Jean-Luc smiled and nodded. Beverly felt sure that he was holding back some emotion.

“I intend to do my best,” Jean-Luc said after a moment. “Even if I may not be entirely sure, each step of the way, what that entails, exactly.”

Beverly laughed quietly.

“I think that’s the most we can ask of anyone—of each other. Right now, that’s what we’re all doing. And, somehow, it’s going to be enough for all of us. We’re going to figure this out. All of it. Together.”

Chapter 12: Chapter 12

Chapter Text

AN: Here’s another piece to this one! Disclaimer that it’s not exactly how I wanted it to be, but it’s as close as I seem to be able to get it. LOL

If you read, I hope you enjoy. If you enjoy, please do let me know!

111

Beverly took her time in the bathroom, moisturizing her skin with more care than the act truly required. She examined herself in the mirror, turning sideways and smoothing down the soft, silky fabric of the pajamas she’d chosen. She couldn’t help but smile.

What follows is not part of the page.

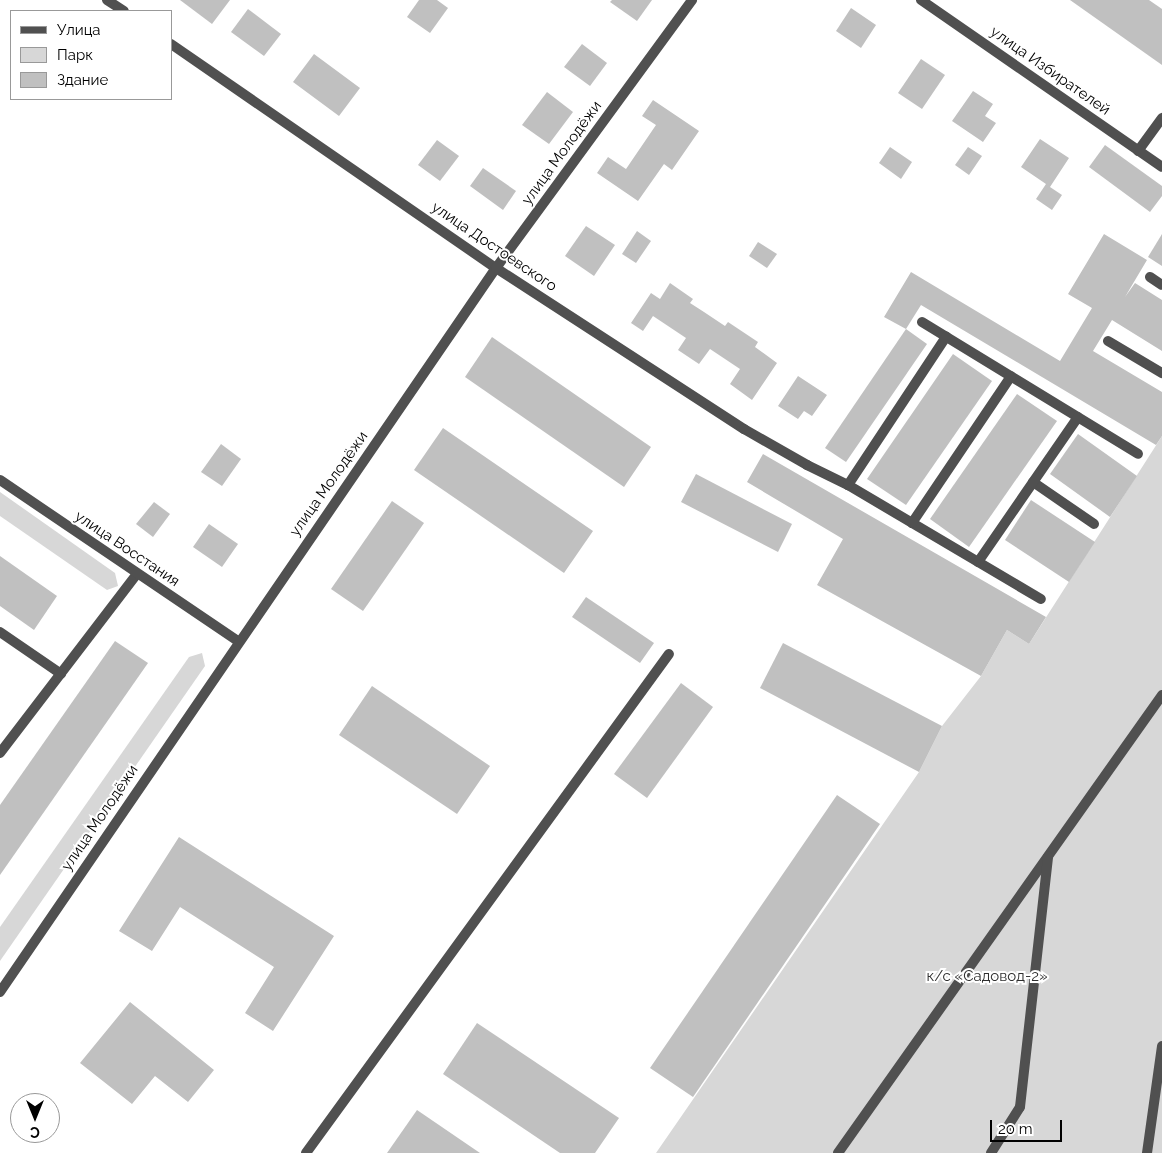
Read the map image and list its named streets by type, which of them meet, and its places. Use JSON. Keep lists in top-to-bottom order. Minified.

The tiny bump was there. Even this early, it was there. She could explain it with a speech about angles and tilting. She could explain it with a speech about how she had carried babies before. She could even explain it with a little speech about the fact that this baby—half-Romulan, growing nicely, and weighing in a little heavier than a fully human baby of the same gestational age—was larger and, therefore, a little more noticeable as it settled into her womb and made itself quite at home. She could talk about her frame and her weight pre-pregnancy. She could even talk about bloat and fluid retention.

It didn’t matter what explanation she chose; the fact remained the same—she could already see some small evidence of the little one she was carrying.

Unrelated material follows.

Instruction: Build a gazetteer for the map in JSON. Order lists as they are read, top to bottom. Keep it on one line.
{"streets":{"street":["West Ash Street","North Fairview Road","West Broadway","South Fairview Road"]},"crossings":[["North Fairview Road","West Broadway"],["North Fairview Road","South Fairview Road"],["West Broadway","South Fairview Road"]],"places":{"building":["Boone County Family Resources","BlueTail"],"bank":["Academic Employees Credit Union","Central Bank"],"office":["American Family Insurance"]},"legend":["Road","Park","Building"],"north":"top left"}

“Your Mama loves you very, very much,” Beverly offered, brushing her fingers over her belly. “You’re not going to forget that, and I’m not going to let her forget that, either. I’ll take care of you, though. I promise.”

Laris had insisted that breakfast had taken just about all the energy that she had to spare. Beverly had talked her into a short walk in the sunlight, but she’d accepted when the woman said, after only a few minutes of Beverly trying to force conversation, that she was simply too exhausted to stand any of it. She’d slept through lunch, argued that she wasn’t hungry during dinner, and had finally eaten a few bites of food to pacify Beverly—though only after Beverly had threatened not to eat, herself, if Laris opted to skip another meal.

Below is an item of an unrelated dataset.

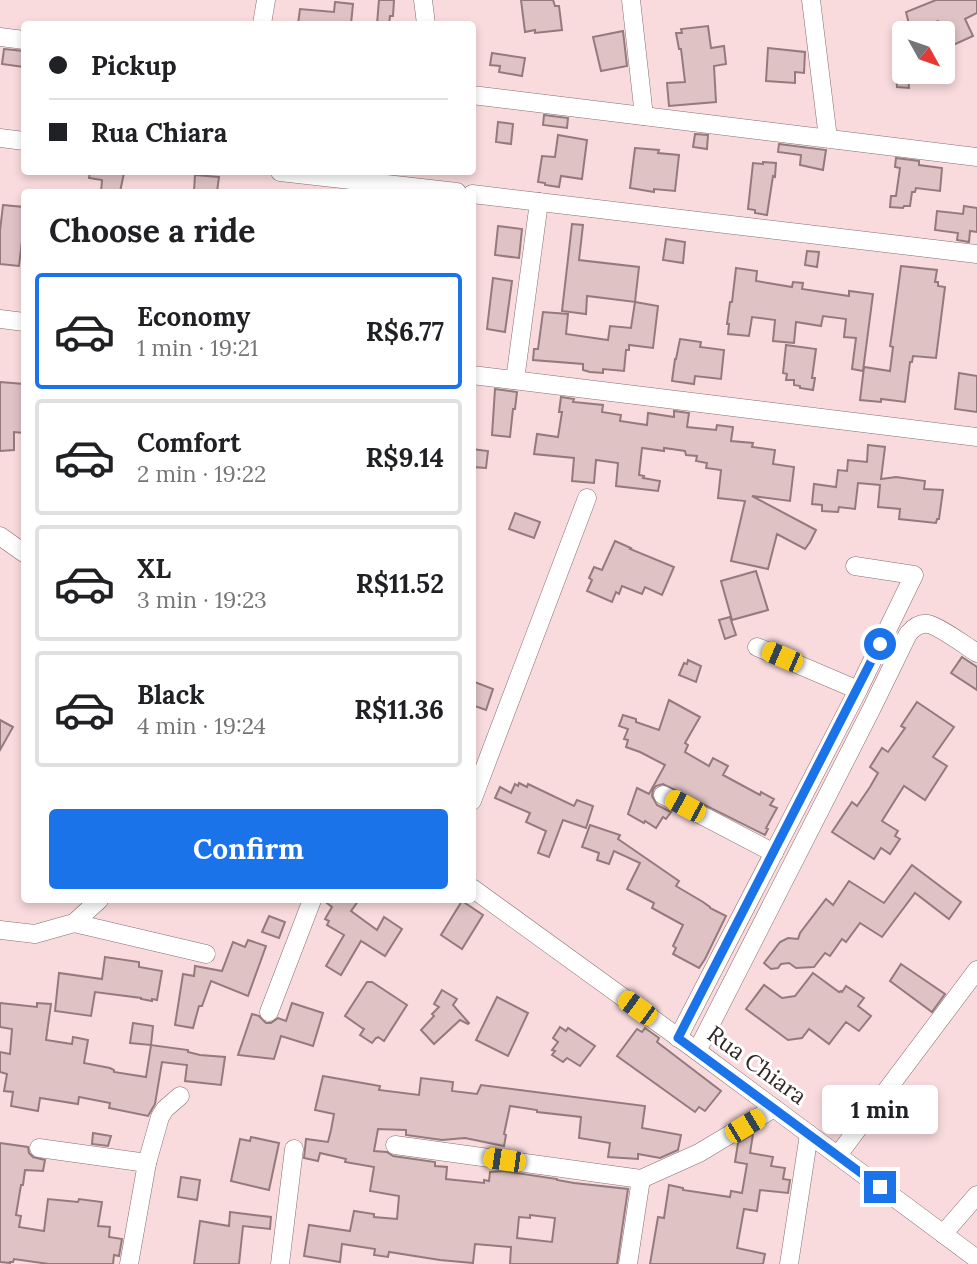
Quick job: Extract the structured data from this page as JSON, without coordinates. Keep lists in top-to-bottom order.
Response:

Beverly accepted that Laris was quite stubborn, but she could be stubborn, herself, when it was necessary.

Beverly was a little reluctant to assume that this was depression, wanting to give every other explanation the benefit of the doubt first, but in her gut, she knew the truth—and she couldn’t blame Laris at all.

Her body knew that she had been pregnant. It knew that she was no longer pregnant. It also knew that she had no baby, in her newly not-pregnant state, to nurture. It was responding to that on every level.

Beverly had known the scan could go either way. She had hoped it would comfort Laris to see that her baby was alive and doing well. She had also accepted, though, that it may be difficult for the woman to see proof that the baby had, indeed, changed locations for the duration of its gestation.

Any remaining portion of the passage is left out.